- **Aim of the task**:
Your response must be made up of each line in the data below that contains the string "LANGER".

Records from a data collection:
= Beginning of Section =

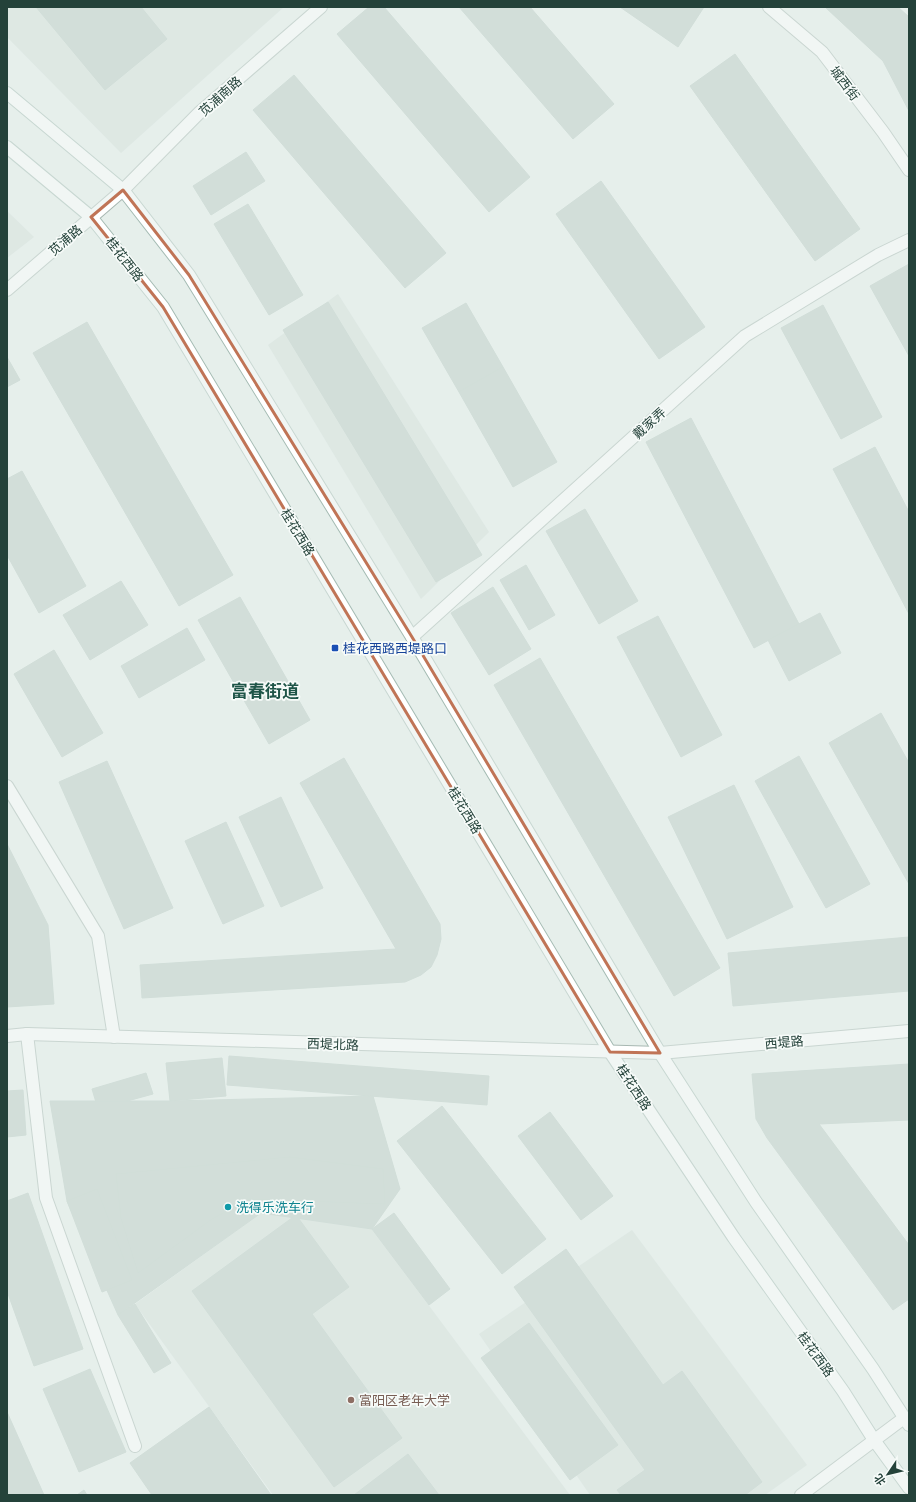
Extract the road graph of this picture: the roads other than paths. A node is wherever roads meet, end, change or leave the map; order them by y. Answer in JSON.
{"nodes":[{"id":1,"x":321,"y":7,"type":"edge"},
{"id":2,"x":769,"y":7,"type":"edge"},
{"id":3,"x":7,"y":93,"type":"edge"},
{"id":4,"x":7,"y":147,"type":"edge"},
{"id":5,"x":909,"y":170,"type":"edge"},
{"id":6,"x":123,"y":190,"type":"junction"},
{"id":7,"x":91,"y":217,"type":"junction"},
{"id":8,"x":909,"y":240,"type":"edge"},
{"id":9,"x":7,"y":290,"type":"edge"},
{"id":10,"x":412,"y":637,"type":"junction"},
{"id":11,"x":7,"y":786,"type":"edge"},
{"id":12,"x":909,"y":1030,"type":"edge"},
{"id":13,"x":27,"y":1034,"type":"junction"},
{"id":14,"x":7,"y":1036,"type":"edge"},
{"id":15,"x":114,"y":1037,"type":"junction"},
{"id":16,"x":610,"y":1052,"type":"junction"},
{"id":17,"x":660,"y":1053,"type":"junction"},
{"id":18,"x":907,"y":1421,"type":"edge"},
{"id":19,"x":874,"y":1440,"type":"junction"},
{"id":20,"x":135,"y":1446,"type":"dead end"},
{"id":21,"x":909,"y":1488,"type":"edge"},
{"id":22,"x":801,"y":1495,"type":"edge"}],
"edges":[{"from":1,"to":6,"type":"main road","name":"苋浦南路"},
{"from":2,"to":5,"type":"main road","name":"城西街"},
{"from":3,"to":6,"type":"main road"},
{"from":4,"to":7,"type":"main road","name":"桂花西路"},
{"from":6,"to":7,"type":"main road","name":"苋浦路"},
{"from":6,"to":10,"type":"main road"},
{"from":7,"to":9,"type":"main road","name":"苋浦路"},
{"from":7,"to":16,"type":"main road","name":"桂花西路"},
{"from":8,"to":10,"type":"main road","name":"戴家弄"},
{"from":10,"to":17,"type":"main road"},
{"from":11,"to":15,"type":"main road"},
{"from":12,"to":17,"type":"main road","name":"西堤路"},
{"from":13,"to":14,"type":"main road","name":"西堤北路"},
{"from":13,"to":15,"type":"main road","name":"西堤北路"},
{"from":13,"to":20,"type":"main road"},
{"from":15,"to":16,"type":"main road","name":"西堤北路"},
{"from":16,"to":17,"type":"main road","name":"西堤北路"},
{"from":16,"to":19,"type":"main road","name":"桂花西路"},
{"from":17,"to":18,"type":"main road"},
{"from":18,"to":19,"type":"main road"},
{"from":19,"to":21,"type":"main road","name":"桂花西路"},
{"from":19,"to":22,"type":"main road"}]}
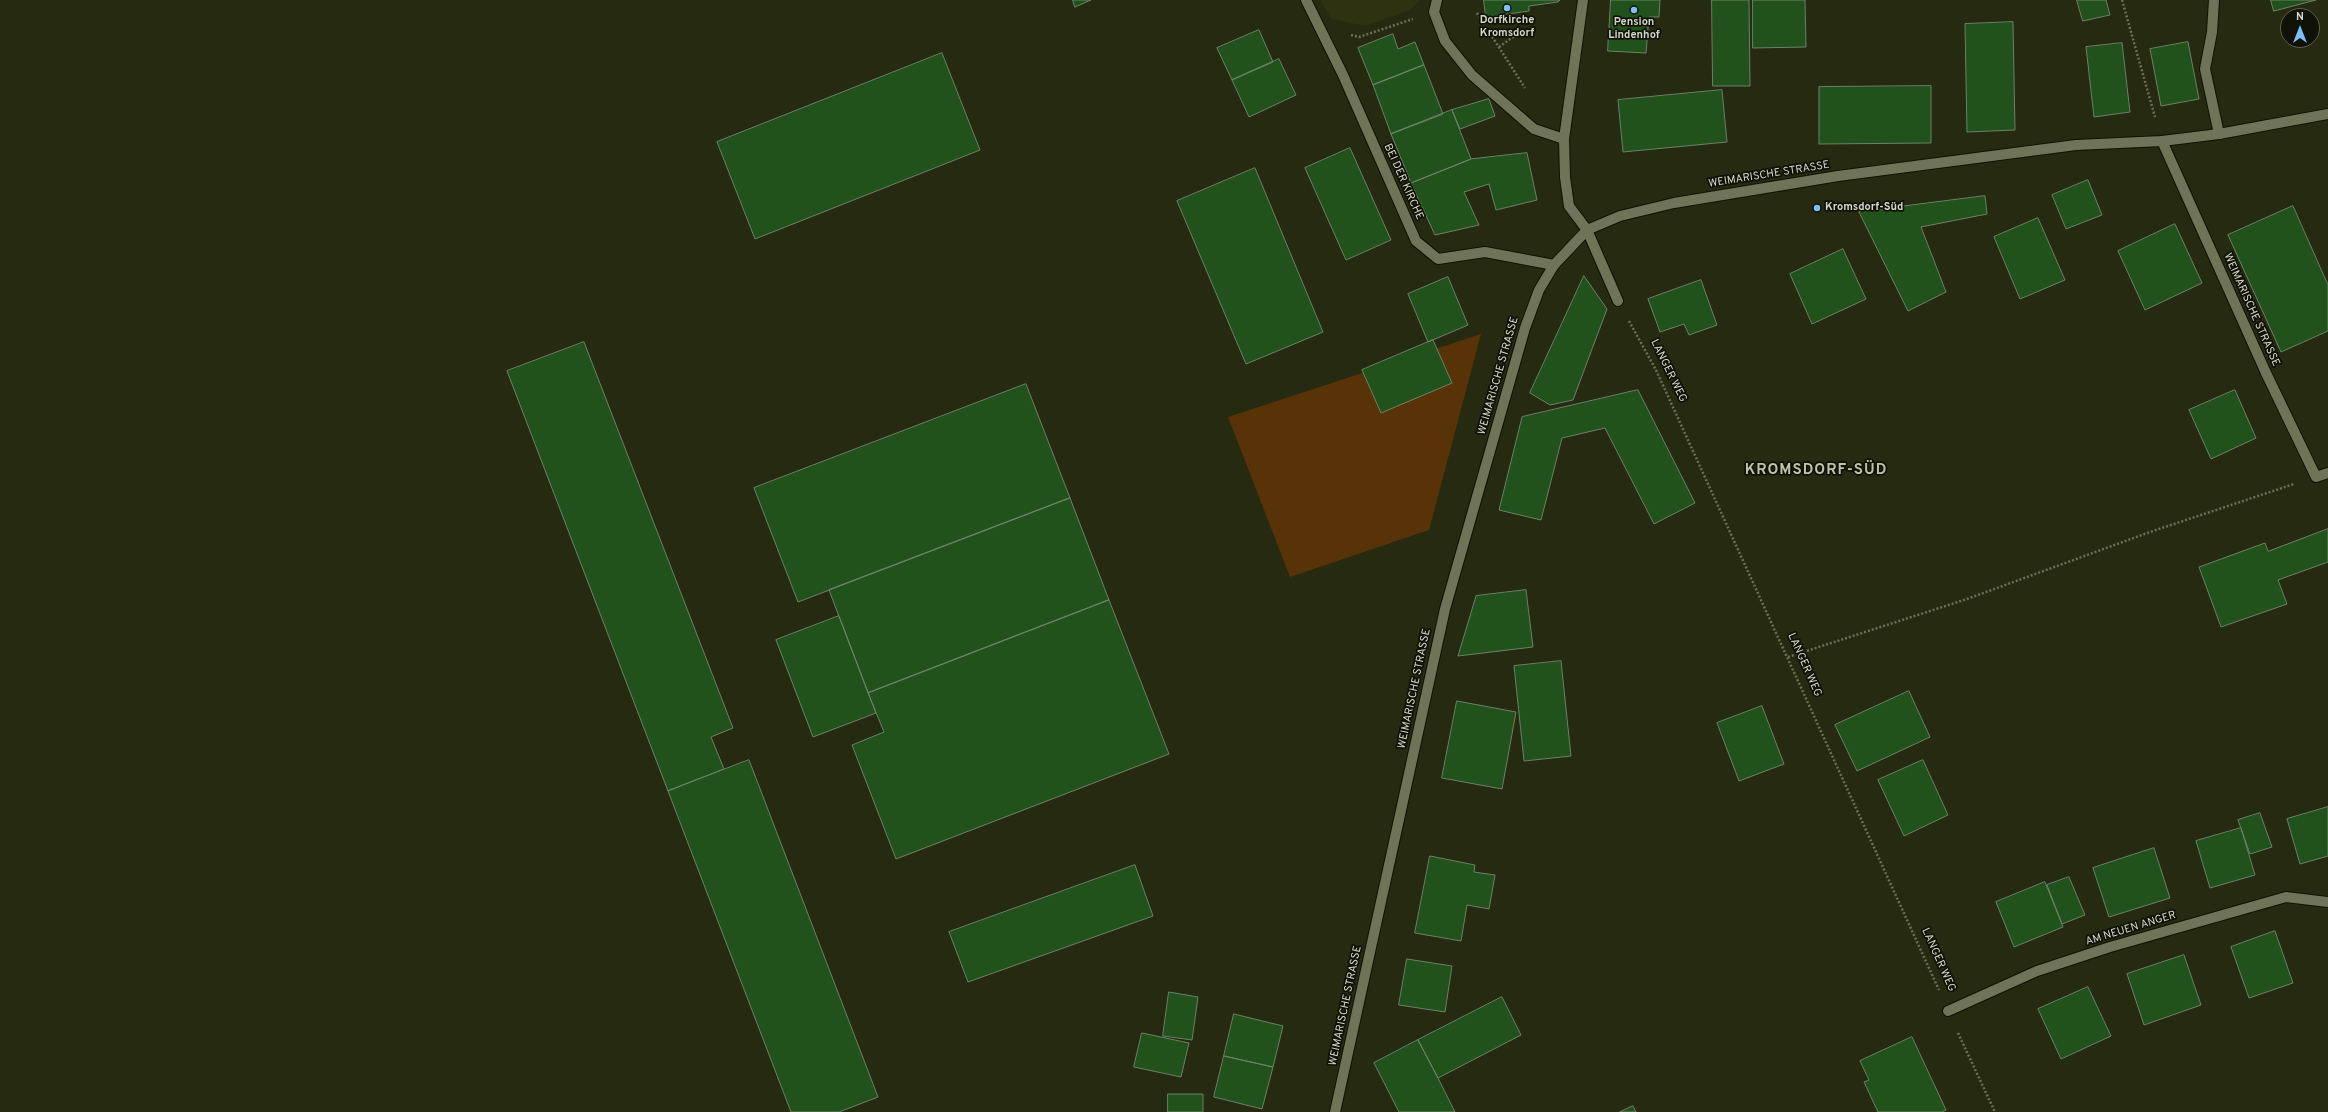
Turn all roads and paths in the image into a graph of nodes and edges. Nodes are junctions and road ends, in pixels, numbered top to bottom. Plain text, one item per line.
1 (1306, 0) edge
2 (1437, 0) edge
3 (1583, 0) edge
4 (2122, 0) edge
5 (2214, 0) edge
6 (1434, 12) junction
7 (1477, 13) dead end
8 (1320, 25) junction
9 (1520, 32) dead end
10 (1499, 47) junction
11 (2328, 114) edge
12 (1534, 129) junction
13 (2219, 134) junction
14 (1564, 139) junction
15 (2162, 141) junction
16 (1587, 230) junction
17 (1554, 265) junction
18 (1618, 301) joint
19 (2328, 473) edge
20 (2316, 477) junction
21 (1788, 657) junction
22 (2328, 902) edge
23 (1948, 1011) junction
24 (1335, 1112) edge
25 (1995, 1112) edge

1 - 8 street, BEI DER KIRCHE
2 - 6 street
3 - 14 street
4 - 15 path
5 - 13 street
6 - 8 path
6 - 12 street
7 - 10 path
8 - 17 street, BEI DER KIRCHE
9 - 10 path
10 - 12 path
11 - 13 street, WEIMARISCHE STRASSE
12 - 14 street
13 - 15 street, WEIMARISCHE STRASSE
14 - 16 street
15 - 16 street, WEIMARISCHE STRASSE
15 - 20 street, WEIMARISCHE STRASSE
16 - 17 street, WEIMARISCHE STRASSE
16 - 18 street
17 - 24 street, WEIMARISCHE STRASSE
18 - 21 path, LANGER WEG
19 - 20 street
20 - 21 path
21 - 23 path, LANGER WEG
22 - 23 street, AM NEUEN ANGER
23 - 25 path, LANGER WEG

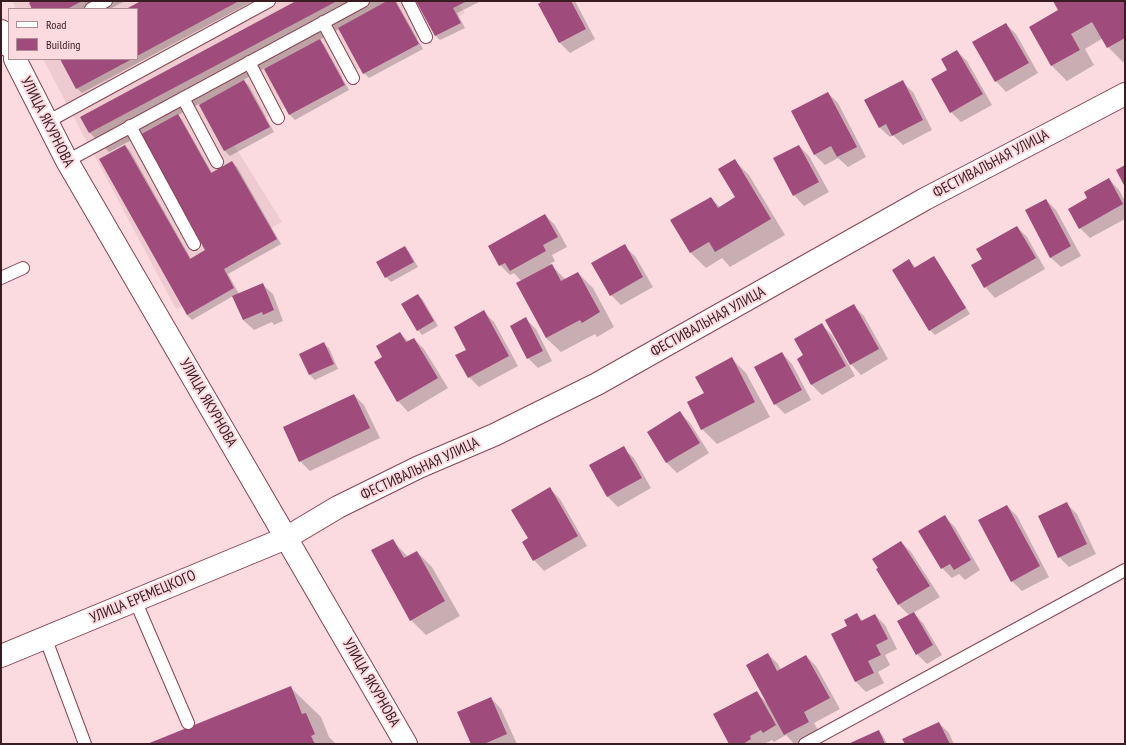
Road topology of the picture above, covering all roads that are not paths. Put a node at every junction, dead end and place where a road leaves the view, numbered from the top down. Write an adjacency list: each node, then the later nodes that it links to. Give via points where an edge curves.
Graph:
1 (106, 1): 5 (lane)
2 (269, 1): 16 (lane)
3 (363, 1): 6 (lane)
4 (408, 1): 8 (lane)
5 (94, 8)
6 (324, 22): 11 (lane); 12 (lane)
7 (1, 31): 9 (street)
8 (426, 37)
9 (8, 44)
10 (16, 60): 16 (street, УЛИЦА ЯКУРНОВА)
11 (249, 62): 14 (lane); 15 (lane)
12 (353, 78)
13 (1125, 94): 23 (street, ФЕСТИВАЛЬНАЯ УЛИЦА, via 925,199 597,384 526,420 398,477 338,507)
14 (183, 98): 17 (lane); 19 (lane)
15 (278, 118)
16 (47, 122): 18 (street, УЛИЦА ЯКУРНОВА)
17 (130, 126): 18 (lane); 20 (lane)
18 (67, 160): 23 (street, УЛИЦА ЯКУРНОВА)
19 (217, 162)
20 (194, 244)
21 (23, 268): 22 (lane)
22 (1, 278)
23 (286, 538): 25 (street, УЛИЦА ЕРЕМЕЦКОГО); 30 (street, УЛИЦА ЯКУРНОВА)
24 (1125, 570): 31 (lane)
25 (135, 600): 26 (street, УЛИЦА ЕРЕМЕЦКОГО); 28 (lane)
26 (45, 638): 27 (street, УЛИЦА ЕРЕМЕЦКОГО); 29 (lane)
27 (1, 656)
28 (188, 723)
29 (85, 744)
30 (406, 744)
31 (805, 744)

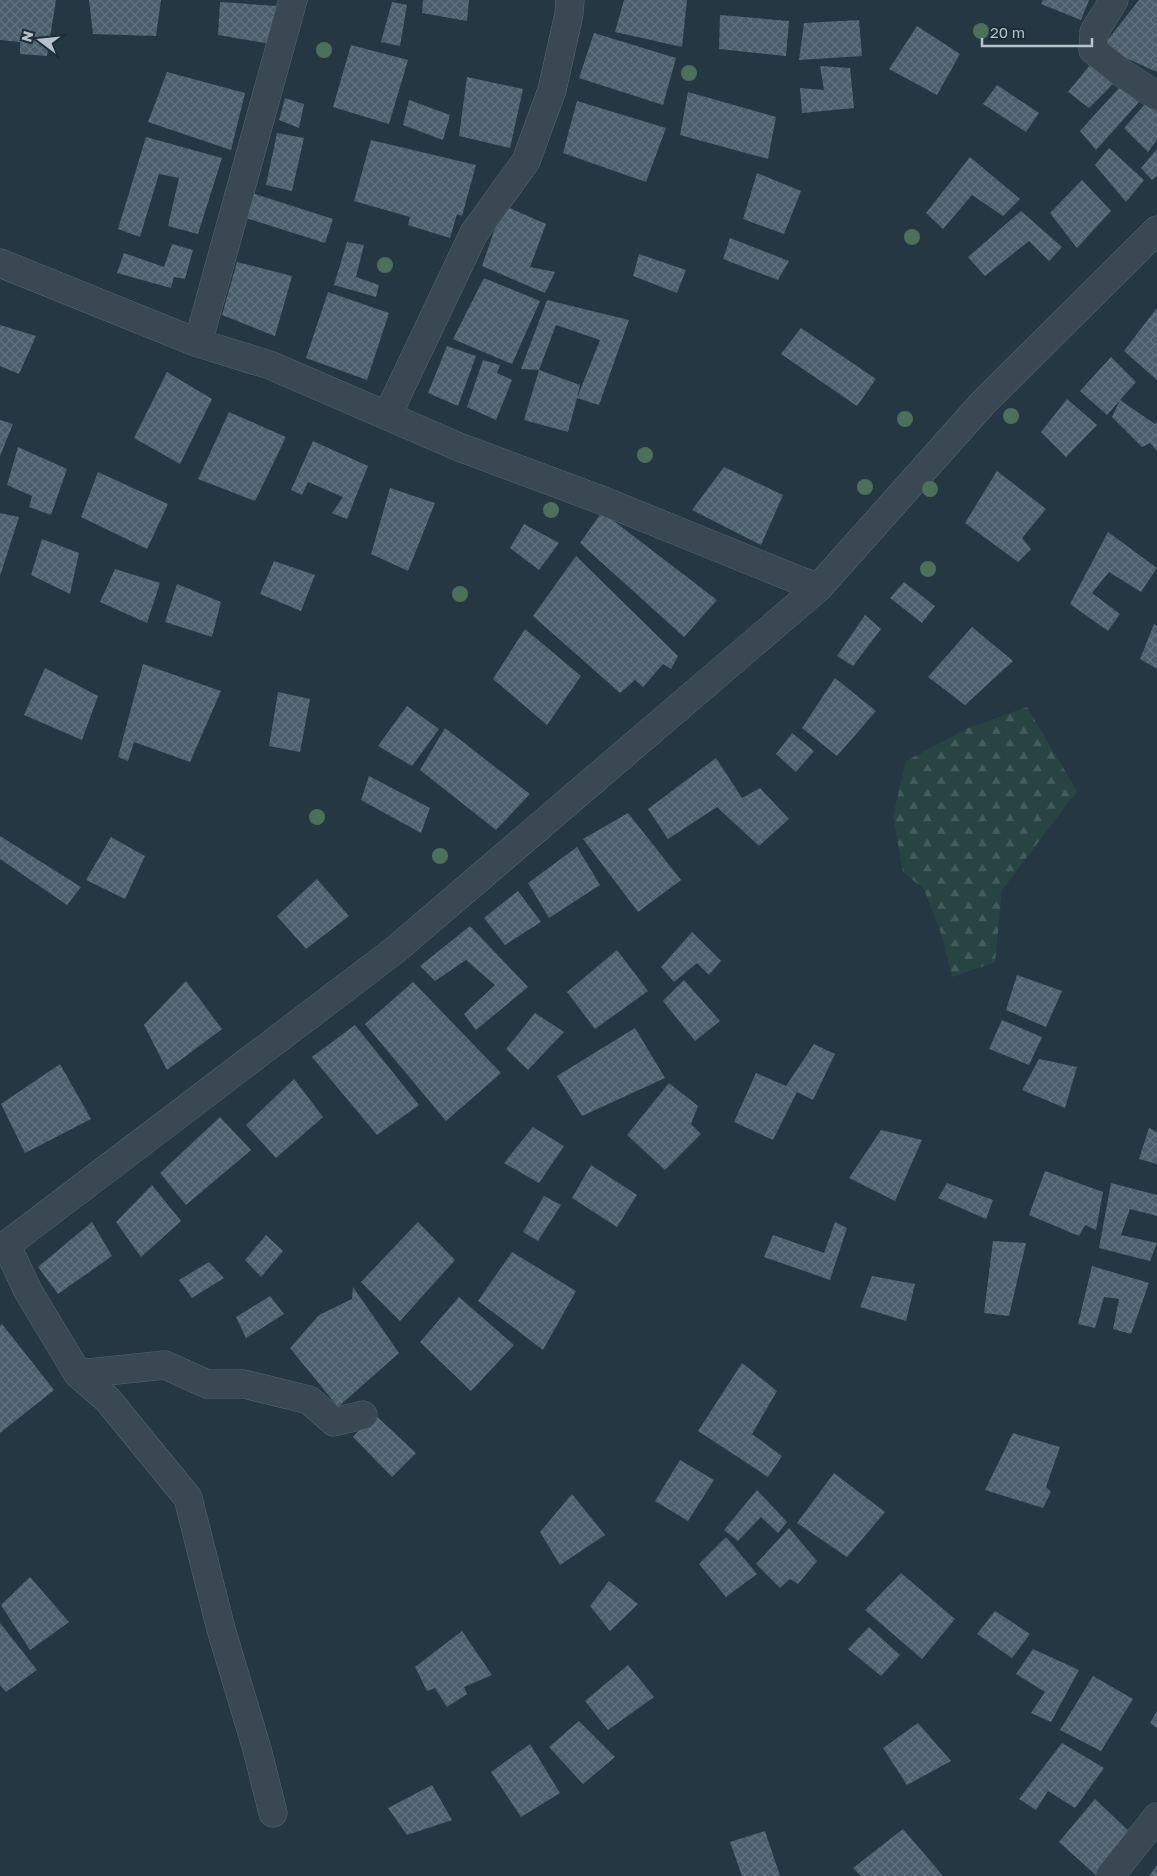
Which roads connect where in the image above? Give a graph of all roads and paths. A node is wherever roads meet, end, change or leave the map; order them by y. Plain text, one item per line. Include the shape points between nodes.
1 (293, 0) edge
2 (570, 0) edge
3 (1114, 0) edge
4 (1157, 96) edge
5 (1157, 230) edge
6 (0, 263) edge
7 (198, 343) junction
8 (387, 416) junction
9 (818, 588) junction
10 (3, 1248) edge
11 (78, 1374) junction
12 (363, 1414) dead end
13 (273, 1813) dead end
14 (1157, 1817) edge
15 (1110, 1876) edge

1 - 7 street
2 - 8 street via 552,90 526,161 474,233
3 - 4 street via 1094,32 1093,50
5 - 9 street via 983,403
6 - 7 street
7 - 8 street via 270,365
8 - 9 street
9 - 10 street via 395,950
10 - 11 street
11 - 12 street via 165,1365 207,1384 244,1384 309,1400 334,1422
11 - 13 street via 108,1400 188,1498
14 - 15 street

= End of Section =

- **Exercise response**:
18 - 21 path, LANGER WEG
21 - 23 path, LANGER WEG
23 - 25 path, LANGER WEG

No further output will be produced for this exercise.